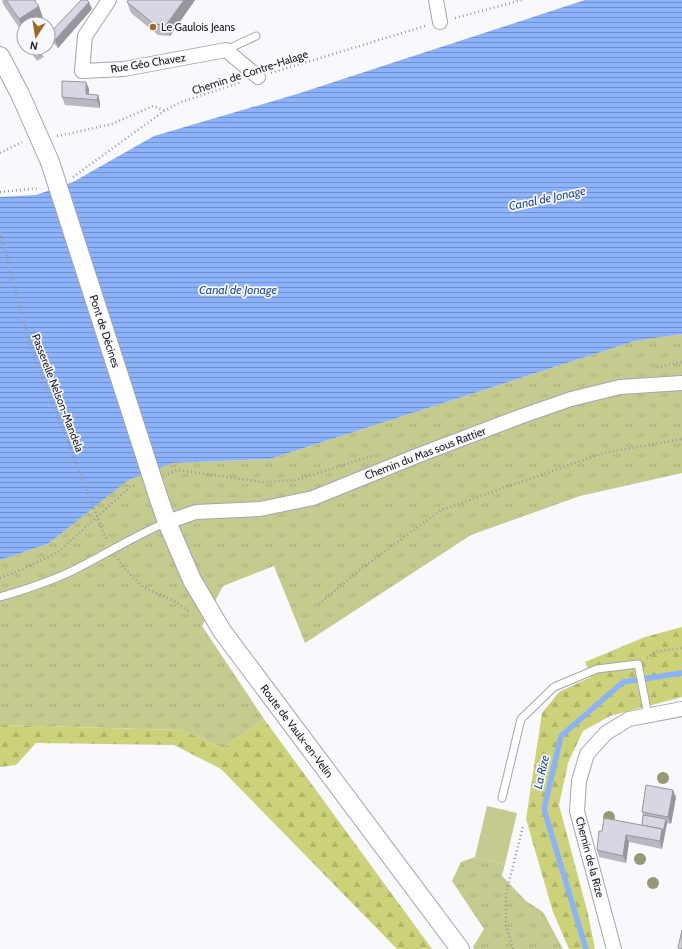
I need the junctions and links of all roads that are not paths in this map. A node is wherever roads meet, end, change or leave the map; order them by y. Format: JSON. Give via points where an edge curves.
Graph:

· · · · · · ·

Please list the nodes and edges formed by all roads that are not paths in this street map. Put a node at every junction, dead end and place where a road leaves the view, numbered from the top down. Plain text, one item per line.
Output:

· · · · · · ·

● What needs to be done
Pull every line containing "that" out of the data above.

● Response
I need the junctions and links of all roads that are not paths in this map. A node is wherever roads meet, end, change or leave the map; order them by y. Format: JSON. Give via points where an edge curves.
Please list the nodes and edges formed by all roads that are not paths in this street map. Put a node at every junction, dead end and place where a road leaves the view, numbered from the top down. Plain text, one item per line.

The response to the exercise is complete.